Madalya koleksiyoncusu Serap öğretmene başarılarını soruyorum. Biraz düşünüp, “2005-2006 Avrupa şampiyonluğu, 2007 Gençle Dünya Şampiyonluğu, 2008 Gençler Avrupa üçüncüsü,…… 2014 Avrupa Şampiyonu.” Ben şampiyonlukları not almakta zorlanıyorum. “Peki bundan sonraki hedefiniz ne?” diye soruyorum. Serap öğretmen, “Dünya şampiyonu olmak.” diyor. Biz eminiz ki Serap öğretmenle bir sonraki görüşmemizde dünya şampiyonu unvanını da kariyerine ekleyecektir.

Karate sporunun kaç yaşına kadar devam ettirilebildiğini genç sporcumuza yöneltiyoruz.

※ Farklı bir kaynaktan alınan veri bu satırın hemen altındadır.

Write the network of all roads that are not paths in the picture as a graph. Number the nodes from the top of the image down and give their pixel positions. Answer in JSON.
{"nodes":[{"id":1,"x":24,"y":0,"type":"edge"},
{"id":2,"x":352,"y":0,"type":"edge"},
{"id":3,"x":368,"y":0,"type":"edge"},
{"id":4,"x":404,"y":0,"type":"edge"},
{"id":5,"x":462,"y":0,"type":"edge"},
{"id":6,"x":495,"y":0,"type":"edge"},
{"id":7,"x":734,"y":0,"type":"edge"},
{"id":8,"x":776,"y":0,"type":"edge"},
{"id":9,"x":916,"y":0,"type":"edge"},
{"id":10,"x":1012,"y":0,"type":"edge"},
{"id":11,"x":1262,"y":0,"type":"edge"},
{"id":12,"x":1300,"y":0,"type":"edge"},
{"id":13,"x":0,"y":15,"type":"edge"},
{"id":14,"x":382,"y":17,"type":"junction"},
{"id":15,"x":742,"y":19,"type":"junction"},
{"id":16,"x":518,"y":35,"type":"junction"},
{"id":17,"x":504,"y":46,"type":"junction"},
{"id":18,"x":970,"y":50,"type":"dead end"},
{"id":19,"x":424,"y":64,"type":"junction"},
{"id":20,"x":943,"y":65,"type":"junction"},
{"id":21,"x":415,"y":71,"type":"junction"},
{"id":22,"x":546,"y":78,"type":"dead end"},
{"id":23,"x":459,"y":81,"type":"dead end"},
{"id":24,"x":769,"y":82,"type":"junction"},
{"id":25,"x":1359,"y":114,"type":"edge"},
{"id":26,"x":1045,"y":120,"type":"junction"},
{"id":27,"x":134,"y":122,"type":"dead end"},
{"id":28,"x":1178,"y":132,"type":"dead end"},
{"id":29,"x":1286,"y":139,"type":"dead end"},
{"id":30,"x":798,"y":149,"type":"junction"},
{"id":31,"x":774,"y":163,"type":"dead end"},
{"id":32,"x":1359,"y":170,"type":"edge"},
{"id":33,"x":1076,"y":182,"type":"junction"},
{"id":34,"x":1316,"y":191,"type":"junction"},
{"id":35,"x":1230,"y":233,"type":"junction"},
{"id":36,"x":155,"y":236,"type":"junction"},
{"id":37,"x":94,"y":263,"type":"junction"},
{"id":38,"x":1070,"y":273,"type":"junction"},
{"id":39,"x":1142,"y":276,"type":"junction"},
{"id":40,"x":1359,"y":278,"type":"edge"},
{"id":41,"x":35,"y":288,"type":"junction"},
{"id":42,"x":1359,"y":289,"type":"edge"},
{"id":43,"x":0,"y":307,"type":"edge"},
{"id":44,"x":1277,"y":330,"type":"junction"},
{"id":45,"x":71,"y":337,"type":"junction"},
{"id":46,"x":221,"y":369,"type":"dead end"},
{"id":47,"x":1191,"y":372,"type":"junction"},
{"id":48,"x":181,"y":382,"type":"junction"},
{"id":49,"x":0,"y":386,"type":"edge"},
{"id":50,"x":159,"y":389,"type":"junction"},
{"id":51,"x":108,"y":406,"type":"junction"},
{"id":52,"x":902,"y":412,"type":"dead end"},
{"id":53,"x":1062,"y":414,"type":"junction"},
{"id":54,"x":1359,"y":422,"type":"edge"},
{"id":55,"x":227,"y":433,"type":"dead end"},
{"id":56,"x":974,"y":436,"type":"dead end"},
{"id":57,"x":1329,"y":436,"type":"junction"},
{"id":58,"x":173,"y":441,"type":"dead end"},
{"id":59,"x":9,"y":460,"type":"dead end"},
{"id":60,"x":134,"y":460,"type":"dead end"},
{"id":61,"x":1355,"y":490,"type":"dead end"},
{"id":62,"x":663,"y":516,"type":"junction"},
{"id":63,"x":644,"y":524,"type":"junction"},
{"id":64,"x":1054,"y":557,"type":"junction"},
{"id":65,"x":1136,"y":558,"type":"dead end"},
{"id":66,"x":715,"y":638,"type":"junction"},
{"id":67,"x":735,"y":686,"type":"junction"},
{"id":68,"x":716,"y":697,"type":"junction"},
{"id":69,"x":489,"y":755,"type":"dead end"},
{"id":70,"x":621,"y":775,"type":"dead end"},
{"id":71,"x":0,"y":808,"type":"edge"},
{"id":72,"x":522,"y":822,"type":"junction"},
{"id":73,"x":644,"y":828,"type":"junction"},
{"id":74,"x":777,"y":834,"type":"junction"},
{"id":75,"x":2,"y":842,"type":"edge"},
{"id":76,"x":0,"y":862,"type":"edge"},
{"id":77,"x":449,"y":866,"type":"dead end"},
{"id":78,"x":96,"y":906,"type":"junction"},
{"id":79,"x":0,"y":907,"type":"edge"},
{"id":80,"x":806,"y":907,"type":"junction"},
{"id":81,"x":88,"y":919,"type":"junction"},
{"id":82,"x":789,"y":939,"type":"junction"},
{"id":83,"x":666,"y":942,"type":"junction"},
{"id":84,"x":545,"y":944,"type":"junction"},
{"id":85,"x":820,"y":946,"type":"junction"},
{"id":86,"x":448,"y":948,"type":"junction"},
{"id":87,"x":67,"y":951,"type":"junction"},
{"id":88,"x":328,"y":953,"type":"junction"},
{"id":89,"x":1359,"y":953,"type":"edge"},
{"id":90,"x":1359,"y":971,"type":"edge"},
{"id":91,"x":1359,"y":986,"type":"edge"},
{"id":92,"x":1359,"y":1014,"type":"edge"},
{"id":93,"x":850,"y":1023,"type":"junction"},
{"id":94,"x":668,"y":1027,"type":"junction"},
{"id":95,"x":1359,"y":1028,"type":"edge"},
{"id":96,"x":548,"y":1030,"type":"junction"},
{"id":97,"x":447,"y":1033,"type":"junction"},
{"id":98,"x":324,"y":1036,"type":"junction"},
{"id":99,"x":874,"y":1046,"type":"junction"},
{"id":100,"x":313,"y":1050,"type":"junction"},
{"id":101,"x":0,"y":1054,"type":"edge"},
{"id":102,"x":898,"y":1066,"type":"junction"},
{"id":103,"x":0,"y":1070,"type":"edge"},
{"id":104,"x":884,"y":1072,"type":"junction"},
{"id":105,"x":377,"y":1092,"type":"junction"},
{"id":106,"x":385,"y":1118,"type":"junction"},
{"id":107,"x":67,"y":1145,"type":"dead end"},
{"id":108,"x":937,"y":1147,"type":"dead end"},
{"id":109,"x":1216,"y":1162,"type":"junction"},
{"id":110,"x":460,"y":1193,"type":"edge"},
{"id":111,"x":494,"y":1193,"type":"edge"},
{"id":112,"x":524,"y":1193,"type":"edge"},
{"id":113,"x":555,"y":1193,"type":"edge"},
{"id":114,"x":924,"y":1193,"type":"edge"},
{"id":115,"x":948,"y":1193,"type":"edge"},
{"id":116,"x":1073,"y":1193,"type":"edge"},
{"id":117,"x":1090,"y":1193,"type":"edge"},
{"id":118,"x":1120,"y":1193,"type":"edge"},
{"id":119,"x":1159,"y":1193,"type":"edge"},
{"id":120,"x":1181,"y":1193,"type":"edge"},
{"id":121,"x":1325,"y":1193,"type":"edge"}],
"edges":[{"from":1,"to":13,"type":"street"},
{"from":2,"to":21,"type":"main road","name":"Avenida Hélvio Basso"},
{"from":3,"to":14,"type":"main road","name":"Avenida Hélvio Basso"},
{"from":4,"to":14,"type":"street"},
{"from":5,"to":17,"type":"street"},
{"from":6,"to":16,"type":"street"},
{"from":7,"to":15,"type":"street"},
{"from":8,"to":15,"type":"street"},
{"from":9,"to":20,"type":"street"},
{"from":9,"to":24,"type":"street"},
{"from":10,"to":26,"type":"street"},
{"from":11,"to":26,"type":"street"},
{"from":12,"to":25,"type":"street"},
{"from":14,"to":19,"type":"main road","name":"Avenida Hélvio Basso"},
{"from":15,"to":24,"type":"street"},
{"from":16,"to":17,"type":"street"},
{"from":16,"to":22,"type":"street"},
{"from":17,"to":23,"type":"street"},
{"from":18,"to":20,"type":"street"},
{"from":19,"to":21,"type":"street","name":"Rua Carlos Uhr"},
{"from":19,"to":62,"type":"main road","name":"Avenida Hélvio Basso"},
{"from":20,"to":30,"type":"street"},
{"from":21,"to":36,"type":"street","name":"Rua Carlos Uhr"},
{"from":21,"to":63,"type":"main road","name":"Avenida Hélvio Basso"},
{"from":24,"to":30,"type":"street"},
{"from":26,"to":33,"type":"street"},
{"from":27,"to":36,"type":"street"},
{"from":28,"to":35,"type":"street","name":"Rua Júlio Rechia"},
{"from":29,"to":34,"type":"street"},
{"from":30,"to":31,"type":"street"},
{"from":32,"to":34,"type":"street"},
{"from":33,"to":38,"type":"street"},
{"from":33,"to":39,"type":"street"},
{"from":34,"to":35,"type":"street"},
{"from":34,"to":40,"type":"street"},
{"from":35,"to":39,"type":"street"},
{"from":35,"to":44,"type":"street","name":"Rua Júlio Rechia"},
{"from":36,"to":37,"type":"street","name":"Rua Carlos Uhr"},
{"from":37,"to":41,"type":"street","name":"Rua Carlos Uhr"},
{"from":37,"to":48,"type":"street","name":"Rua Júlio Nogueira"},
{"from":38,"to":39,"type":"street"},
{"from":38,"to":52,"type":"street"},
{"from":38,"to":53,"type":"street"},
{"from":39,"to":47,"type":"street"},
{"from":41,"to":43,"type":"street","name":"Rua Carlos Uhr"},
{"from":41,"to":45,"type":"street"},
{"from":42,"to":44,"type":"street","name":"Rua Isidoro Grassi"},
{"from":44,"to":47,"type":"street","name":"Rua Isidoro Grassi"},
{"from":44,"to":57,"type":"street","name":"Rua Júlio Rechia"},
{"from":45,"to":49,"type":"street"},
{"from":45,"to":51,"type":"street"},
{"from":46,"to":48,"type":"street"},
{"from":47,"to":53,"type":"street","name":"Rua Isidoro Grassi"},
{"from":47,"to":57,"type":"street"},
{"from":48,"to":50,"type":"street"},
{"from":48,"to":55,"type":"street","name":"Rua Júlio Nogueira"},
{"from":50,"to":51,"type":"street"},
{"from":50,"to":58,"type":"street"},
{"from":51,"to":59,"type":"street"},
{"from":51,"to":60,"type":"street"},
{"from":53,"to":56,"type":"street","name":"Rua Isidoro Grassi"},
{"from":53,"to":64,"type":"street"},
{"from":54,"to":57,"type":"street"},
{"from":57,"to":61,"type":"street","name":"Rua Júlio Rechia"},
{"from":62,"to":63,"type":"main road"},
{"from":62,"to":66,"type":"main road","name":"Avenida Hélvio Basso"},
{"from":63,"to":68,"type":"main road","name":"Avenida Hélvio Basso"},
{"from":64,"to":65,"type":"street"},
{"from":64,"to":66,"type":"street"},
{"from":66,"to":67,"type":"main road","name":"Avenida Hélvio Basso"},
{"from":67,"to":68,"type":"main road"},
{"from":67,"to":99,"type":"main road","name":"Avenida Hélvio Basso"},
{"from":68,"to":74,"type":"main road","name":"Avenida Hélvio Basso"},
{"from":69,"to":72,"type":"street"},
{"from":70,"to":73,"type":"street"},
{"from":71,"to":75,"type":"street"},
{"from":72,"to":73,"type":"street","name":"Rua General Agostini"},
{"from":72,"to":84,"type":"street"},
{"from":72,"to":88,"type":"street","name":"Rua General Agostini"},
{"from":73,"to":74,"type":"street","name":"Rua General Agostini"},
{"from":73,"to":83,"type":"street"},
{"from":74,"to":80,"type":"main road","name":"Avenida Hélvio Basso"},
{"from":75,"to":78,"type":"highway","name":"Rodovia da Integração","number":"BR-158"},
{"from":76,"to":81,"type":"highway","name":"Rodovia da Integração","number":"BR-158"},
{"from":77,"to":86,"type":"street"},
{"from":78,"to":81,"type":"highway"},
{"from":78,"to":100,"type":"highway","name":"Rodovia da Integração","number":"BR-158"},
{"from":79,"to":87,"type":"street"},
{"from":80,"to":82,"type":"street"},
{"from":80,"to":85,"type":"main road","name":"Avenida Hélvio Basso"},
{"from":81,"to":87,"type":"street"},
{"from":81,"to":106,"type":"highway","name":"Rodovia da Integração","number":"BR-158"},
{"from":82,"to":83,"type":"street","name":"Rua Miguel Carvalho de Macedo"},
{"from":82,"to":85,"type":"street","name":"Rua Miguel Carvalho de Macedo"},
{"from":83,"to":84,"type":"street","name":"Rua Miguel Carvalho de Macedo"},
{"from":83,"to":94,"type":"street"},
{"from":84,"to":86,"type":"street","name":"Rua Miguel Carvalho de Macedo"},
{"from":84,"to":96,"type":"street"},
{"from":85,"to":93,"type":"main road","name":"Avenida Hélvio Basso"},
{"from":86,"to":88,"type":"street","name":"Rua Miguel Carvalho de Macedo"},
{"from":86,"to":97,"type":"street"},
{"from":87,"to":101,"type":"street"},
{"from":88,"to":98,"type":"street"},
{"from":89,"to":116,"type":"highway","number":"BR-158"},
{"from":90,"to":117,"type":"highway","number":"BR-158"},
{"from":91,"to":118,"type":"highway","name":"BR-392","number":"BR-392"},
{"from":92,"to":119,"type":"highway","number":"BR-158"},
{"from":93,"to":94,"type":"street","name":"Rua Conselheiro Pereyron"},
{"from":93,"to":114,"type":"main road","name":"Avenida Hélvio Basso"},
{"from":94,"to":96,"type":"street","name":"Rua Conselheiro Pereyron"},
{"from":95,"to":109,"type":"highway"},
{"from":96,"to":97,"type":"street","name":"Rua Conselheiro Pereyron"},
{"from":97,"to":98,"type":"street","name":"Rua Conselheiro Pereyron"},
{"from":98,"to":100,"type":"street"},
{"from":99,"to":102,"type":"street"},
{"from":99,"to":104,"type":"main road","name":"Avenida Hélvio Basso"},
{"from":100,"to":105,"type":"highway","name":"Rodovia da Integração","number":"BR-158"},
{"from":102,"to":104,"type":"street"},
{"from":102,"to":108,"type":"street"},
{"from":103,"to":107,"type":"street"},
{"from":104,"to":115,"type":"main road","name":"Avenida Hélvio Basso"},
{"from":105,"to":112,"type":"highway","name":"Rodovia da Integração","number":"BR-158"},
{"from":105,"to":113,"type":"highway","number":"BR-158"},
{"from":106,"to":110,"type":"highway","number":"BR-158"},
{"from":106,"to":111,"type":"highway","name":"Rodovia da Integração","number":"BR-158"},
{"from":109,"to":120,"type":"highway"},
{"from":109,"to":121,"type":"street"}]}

Serap öğretmen, “Kişi sağlıklı beslenir, düzenli spor yaparsa kadınlarda karate sporu 33 yaşların kadar rahatlıkla yapılabilir.” cevabını veriyor.

Avrupa karate şampiyonu Serap Özçelik ile sohbetimiz sıcak bir ortamda devam ediyor. Ardından salona öğrencilerin ve diğer beden eğitimi öğretmenlerinin yanına iniyoruz. Öğrencilerin Serap öğretmene ilgisi ve sevgisi yoğun. Öğrencilerle ve diğer öğretmenlerle hatıra fotoğrafları çektiriyoruz.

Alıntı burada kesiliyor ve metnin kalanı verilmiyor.